━━ DATA FOR REVIEW

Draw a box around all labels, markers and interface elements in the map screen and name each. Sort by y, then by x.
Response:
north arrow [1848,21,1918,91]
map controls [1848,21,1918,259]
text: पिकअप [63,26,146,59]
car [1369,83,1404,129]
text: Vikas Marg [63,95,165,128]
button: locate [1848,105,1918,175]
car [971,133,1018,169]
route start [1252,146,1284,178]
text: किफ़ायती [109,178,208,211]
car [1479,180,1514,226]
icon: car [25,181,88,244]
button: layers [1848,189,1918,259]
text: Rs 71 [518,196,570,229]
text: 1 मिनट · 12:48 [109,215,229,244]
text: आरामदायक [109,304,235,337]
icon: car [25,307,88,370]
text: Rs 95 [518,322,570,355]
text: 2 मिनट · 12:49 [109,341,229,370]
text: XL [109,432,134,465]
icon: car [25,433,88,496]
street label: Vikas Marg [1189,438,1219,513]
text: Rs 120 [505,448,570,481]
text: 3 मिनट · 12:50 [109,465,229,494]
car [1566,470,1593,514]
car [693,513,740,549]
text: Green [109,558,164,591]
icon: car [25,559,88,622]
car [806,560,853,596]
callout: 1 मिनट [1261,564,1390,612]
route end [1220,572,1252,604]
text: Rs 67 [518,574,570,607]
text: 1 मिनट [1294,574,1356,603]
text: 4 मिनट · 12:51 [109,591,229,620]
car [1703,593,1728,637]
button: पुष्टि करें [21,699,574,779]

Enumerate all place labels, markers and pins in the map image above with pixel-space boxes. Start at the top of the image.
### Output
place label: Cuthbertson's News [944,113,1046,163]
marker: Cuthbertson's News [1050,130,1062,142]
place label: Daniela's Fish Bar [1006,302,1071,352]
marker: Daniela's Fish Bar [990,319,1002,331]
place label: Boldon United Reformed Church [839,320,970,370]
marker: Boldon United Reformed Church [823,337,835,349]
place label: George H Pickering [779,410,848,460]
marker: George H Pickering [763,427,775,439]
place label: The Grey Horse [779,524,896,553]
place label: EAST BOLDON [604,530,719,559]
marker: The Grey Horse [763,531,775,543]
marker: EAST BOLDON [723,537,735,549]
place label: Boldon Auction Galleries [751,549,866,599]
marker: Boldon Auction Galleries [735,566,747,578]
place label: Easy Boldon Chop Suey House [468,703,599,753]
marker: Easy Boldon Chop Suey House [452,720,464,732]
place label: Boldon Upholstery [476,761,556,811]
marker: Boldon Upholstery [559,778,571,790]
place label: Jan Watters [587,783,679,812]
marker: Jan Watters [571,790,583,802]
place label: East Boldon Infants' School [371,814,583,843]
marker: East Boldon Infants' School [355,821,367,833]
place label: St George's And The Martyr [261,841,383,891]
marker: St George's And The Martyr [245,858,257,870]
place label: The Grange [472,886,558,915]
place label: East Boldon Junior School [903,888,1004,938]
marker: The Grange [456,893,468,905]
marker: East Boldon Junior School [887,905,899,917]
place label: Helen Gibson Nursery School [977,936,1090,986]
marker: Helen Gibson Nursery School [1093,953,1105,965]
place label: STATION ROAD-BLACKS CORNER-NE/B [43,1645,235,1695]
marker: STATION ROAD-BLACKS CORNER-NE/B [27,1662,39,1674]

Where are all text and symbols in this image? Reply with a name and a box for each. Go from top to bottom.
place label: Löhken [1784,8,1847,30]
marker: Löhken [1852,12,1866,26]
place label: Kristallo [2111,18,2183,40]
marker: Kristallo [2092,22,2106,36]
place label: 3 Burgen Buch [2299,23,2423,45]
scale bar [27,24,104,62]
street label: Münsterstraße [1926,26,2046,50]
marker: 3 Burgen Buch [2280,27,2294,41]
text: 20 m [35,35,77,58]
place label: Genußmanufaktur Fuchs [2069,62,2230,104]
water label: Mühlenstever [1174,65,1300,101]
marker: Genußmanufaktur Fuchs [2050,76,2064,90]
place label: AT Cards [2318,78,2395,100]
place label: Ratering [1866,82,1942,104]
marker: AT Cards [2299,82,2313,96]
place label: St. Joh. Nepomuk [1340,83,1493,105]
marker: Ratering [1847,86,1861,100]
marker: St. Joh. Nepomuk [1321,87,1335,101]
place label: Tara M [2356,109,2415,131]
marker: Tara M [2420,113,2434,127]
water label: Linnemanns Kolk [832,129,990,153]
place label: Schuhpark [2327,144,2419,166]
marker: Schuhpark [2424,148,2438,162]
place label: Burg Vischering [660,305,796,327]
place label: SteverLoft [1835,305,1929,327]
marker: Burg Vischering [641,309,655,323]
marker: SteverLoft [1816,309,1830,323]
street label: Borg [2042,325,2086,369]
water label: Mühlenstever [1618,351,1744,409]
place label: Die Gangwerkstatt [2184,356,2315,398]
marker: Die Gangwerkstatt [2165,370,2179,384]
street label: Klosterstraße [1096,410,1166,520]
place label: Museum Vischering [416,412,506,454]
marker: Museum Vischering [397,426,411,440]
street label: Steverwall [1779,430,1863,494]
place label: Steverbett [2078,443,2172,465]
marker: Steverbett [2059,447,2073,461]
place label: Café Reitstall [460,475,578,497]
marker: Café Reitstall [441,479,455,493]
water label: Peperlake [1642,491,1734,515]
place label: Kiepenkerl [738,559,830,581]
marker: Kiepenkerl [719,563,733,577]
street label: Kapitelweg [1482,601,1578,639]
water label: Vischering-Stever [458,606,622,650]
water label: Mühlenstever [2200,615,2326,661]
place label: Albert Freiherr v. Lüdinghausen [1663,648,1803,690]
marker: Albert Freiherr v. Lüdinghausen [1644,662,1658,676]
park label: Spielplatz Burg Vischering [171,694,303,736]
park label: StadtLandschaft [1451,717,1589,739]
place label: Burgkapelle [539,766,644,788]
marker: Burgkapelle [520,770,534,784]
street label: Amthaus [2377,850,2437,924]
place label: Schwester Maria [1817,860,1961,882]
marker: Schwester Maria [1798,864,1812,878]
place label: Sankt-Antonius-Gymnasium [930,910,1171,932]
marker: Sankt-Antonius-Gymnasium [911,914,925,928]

━━━━

● EXERCISE INSTRUCTIONS: How many lines of the listing above include the word "Sankt"? Reply with the number alone.

● EXERCISE RESPONSE: 2